* Work instruction: Restate the data below word for word. Leave the images out.

* Data segment:
_ _ _

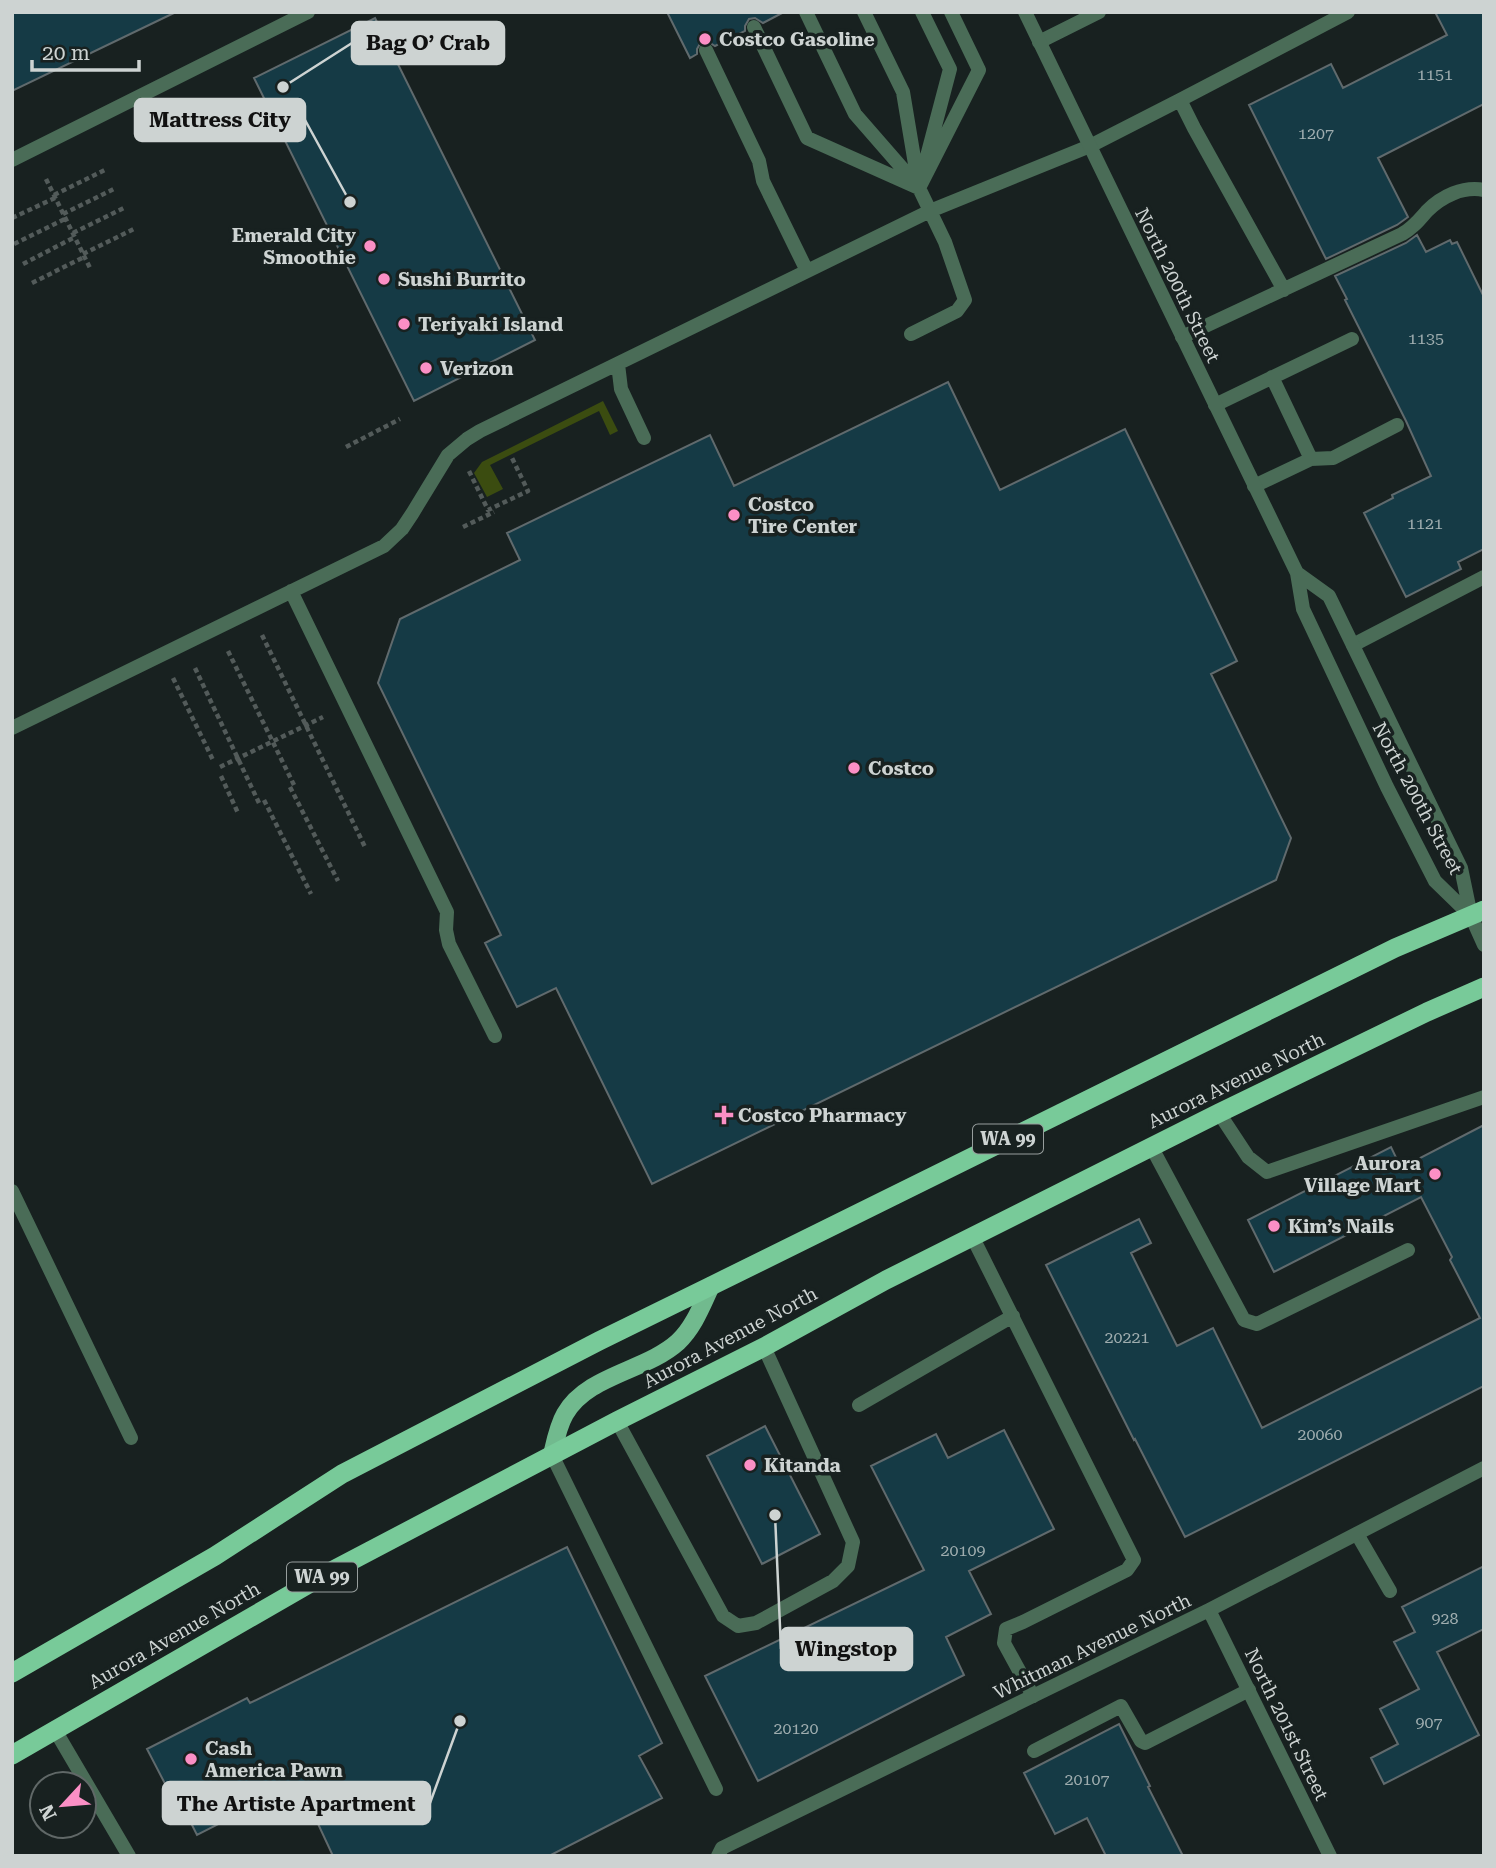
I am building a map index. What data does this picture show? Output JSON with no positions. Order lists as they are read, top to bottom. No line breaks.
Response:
{"streets":{"highway":["Aurora Avenue North","WA 99"],"street":["North 200th Street","Whitman Avenue North","North 201st Street"]},"crossings":[["North 200th Street","WA 99"],["Whitman Avenue North","North 201st Street"]],"places":{"other":["Costco Gasoline","Bag O’ Crab","Mattress City","Emerald City Smoothie","Sushi Burrito","Teriyaki Island","Verizon","Costco Tire Center","Costco","Aurora Village Mart","Kim’s Nails","Kitanda","Wingstop","The Artiste Apartment","Cash America Pawn"],"health":["Costco Pharmacy"]},"house_numbers":["1151","1207","1135","1121","20221","20060","20109","928","907","20120","20107"],"scale_bar":"20 m","north":"bottom left"}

_ _ _

* Answer below:
I am building a map index. What data does this picture show? Output JSON with no positions. Order lists as they are read, top to bottom. No line breaks.
Response:
{"streets":{"highway":["Aurora Avenue North","WA 99"],"street":["North 200th Street","Whitman Avenue North","North 201st Street"]},"crossings":[["North 200th Street","WA 99"],["Whitman Avenue North","North 201st Street"]],"places":{"other":["Costco Gasoline","Bag O’ Crab","Mattress City","Emerald City Smoothie","Sushi Burrito","Teriyaki Island","Verizon","Costco Tire Center","Costco","Aurora Village Mart","Kim’s Nails","Kitanda","Wingstop","The Artiste Apartment","Cash America Pawn"],"health":["Costco Pharmacy"]},"house_numbers":["1151","1207","1135","1121","20221","20060","20109","928","907","20120","20107"],"scale_bar":"20 m","north":"bottom left"}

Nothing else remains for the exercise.